Task goal: Beginning with the first line, please repeat the entries exactly and end on the line that contains "display:grid; place-items:center; width:54px;".

(Beginning of Data under study)

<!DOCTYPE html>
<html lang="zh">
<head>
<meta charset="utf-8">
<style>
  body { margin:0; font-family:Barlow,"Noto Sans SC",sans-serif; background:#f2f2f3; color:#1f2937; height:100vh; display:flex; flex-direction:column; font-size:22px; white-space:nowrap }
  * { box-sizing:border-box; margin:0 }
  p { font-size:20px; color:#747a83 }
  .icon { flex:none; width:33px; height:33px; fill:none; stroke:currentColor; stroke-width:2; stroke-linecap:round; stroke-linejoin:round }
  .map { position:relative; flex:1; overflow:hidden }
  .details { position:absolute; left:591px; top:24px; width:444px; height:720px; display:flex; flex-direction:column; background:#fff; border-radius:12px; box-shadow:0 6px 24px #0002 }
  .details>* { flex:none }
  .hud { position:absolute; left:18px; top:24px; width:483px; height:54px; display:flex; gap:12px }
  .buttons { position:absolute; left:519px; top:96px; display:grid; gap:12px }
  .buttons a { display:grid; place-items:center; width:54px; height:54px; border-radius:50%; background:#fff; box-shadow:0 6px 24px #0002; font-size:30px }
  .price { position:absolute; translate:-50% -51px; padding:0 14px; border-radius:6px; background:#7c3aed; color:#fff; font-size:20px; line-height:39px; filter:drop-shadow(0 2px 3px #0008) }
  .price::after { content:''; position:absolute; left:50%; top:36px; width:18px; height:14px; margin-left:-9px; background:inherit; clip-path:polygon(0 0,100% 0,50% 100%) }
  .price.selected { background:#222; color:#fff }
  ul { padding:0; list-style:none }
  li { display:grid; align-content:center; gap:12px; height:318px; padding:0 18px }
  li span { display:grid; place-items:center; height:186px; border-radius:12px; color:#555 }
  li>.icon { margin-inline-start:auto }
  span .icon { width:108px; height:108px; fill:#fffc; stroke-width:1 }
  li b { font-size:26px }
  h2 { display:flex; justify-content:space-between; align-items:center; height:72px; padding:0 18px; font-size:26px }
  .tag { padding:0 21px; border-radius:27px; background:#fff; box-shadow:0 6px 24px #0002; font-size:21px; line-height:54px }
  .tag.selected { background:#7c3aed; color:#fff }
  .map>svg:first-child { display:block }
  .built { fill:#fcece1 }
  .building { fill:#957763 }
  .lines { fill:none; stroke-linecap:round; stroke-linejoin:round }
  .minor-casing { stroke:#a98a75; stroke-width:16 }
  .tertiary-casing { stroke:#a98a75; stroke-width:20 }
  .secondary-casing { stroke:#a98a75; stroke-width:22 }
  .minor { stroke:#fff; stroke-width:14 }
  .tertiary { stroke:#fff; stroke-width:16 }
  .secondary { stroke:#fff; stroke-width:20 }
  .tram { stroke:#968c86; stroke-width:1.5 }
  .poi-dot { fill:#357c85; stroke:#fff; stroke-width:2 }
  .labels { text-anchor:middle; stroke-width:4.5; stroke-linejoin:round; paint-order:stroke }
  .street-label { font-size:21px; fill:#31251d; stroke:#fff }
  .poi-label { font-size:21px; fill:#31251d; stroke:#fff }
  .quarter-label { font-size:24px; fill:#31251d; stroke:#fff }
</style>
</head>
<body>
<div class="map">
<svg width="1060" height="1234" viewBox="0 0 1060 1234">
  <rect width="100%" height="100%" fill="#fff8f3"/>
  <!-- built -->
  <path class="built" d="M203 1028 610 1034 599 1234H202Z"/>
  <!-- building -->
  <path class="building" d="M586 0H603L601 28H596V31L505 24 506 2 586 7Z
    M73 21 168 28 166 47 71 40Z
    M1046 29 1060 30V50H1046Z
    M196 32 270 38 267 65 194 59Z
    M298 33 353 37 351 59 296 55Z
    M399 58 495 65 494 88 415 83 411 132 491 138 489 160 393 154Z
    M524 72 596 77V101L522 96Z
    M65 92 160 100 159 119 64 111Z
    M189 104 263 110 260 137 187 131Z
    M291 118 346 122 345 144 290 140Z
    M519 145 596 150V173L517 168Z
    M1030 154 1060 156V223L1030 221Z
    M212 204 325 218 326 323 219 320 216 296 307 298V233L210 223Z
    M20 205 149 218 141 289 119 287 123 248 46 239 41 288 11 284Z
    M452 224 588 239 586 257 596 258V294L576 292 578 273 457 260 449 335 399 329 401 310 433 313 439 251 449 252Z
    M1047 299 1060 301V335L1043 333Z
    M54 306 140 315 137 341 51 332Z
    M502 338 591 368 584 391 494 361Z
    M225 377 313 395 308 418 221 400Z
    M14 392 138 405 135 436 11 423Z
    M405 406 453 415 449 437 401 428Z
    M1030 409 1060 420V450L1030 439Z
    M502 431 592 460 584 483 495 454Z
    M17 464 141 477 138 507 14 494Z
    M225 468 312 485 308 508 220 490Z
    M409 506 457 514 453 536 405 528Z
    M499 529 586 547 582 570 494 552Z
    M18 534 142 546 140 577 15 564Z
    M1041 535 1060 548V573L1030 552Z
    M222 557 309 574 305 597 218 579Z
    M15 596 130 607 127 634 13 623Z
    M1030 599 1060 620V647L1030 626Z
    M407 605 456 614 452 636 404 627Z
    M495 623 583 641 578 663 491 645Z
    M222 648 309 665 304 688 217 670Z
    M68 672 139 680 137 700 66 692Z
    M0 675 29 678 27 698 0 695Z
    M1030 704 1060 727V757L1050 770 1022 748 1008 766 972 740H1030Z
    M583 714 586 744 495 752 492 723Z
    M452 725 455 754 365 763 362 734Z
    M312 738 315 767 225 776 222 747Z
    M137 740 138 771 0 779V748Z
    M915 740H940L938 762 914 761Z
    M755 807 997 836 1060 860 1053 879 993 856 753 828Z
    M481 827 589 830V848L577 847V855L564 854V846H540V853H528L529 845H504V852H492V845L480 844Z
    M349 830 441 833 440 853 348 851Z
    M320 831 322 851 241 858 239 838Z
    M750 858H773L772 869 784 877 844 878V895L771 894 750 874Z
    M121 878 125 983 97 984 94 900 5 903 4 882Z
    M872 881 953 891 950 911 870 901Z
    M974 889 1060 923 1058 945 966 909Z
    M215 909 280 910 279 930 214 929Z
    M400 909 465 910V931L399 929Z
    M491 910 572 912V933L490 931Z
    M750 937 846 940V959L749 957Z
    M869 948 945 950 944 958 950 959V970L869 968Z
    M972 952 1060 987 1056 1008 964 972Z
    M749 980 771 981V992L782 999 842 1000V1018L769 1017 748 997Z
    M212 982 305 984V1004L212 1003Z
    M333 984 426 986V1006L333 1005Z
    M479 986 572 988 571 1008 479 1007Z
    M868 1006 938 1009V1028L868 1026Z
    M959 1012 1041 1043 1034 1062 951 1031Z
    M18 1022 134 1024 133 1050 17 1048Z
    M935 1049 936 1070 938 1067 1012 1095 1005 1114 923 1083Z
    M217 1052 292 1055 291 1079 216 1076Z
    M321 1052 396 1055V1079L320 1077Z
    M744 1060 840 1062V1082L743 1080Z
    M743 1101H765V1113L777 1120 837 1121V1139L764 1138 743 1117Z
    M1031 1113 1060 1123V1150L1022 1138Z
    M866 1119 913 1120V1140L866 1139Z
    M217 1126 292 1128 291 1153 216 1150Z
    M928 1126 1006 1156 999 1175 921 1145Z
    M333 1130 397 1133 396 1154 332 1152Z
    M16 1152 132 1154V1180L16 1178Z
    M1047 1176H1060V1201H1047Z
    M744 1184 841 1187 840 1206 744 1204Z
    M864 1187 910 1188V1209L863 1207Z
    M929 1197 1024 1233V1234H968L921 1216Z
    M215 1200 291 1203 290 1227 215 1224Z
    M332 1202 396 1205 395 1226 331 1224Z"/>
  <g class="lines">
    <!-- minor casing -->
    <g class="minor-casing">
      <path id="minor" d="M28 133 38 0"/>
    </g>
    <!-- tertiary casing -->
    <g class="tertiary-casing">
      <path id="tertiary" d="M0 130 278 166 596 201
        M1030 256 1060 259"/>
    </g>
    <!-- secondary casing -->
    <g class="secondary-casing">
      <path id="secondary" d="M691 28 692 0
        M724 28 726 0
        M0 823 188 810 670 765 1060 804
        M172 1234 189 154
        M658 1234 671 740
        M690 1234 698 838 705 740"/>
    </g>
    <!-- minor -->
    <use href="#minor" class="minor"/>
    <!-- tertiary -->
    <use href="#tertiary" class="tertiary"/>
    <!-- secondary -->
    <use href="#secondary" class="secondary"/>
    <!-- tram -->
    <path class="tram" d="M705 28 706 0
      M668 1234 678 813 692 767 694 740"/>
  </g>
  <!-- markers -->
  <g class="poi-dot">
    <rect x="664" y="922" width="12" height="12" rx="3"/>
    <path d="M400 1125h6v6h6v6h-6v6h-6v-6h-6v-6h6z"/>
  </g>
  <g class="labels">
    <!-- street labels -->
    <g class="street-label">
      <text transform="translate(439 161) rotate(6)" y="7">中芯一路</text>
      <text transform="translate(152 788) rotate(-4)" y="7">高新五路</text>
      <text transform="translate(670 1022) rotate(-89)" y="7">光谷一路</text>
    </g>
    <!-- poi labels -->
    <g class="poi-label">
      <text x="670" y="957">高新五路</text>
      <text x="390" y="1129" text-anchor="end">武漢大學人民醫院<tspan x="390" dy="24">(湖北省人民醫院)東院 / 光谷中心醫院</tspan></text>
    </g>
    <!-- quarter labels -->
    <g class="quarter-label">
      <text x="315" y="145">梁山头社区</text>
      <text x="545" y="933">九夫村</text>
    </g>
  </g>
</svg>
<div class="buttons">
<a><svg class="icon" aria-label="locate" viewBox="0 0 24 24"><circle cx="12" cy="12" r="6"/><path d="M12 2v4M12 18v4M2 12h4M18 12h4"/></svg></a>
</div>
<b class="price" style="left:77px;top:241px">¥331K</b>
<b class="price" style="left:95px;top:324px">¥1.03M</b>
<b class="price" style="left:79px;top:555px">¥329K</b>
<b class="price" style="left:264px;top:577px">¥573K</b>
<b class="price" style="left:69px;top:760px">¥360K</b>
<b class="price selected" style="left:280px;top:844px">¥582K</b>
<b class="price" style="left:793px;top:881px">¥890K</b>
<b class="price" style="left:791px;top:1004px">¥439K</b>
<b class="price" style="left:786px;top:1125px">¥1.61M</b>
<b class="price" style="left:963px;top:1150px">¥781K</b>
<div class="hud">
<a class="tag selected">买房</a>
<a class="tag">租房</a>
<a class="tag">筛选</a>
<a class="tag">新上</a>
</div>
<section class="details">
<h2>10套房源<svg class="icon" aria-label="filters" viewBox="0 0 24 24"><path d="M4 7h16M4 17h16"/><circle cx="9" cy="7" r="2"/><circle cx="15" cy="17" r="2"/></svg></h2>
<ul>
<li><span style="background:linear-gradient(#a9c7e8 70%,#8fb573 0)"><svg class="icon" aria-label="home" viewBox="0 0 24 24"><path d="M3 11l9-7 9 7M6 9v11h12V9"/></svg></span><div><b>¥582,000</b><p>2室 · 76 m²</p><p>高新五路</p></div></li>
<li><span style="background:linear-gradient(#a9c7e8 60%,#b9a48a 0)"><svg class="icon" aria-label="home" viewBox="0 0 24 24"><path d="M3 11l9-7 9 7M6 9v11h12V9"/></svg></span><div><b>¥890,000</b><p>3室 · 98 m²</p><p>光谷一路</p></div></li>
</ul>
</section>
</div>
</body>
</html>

(End of Data under study)

Solution to the problem:
<!DOCTYPE html>
<html lang="zh">
<head>
<meta charset="utf-8">
<style>
  body { margin:0; font-family:Barlow,"Noto Sans SC",sans-serif; background:#f2f2f3; color:#1f2937; height:100vh; display:flex; flex-direction:column; font-size:22px; white-space:nowrap }
  * { box-sizing:border-box; margin:0 }
  p { font-size:20px; color:#747a83 }
  .icon { flex:none; width:33px; height:33px; fill:none; stroke:currentColor; stroke-width:2; stroke-linecap:round; stroke-linejoin:round }
  .map { position:relative; flex:1; overflow:hidden }
  .details { position:absolute; left:591px; top:24px; width:444px; height:720px; display:flex; flex-direction:column; background:#fff; border-radius:12px; box-shadow:0 6px 24px #0002 }
  .details>* { flex:none }
  .hud { position:absolute; left:18px; top:24px; width:483px; height:54px; display:flex; gap:12px }
  .buttons { position:absolute; left:519px; top:96px; display:grid; gap:12px }
  .buttons a { display:grid; place-items:center; width:54px; height:54px; border-radius:50%; background:#fff; box-shadow:0 6px 24px #0002; font-size:30px }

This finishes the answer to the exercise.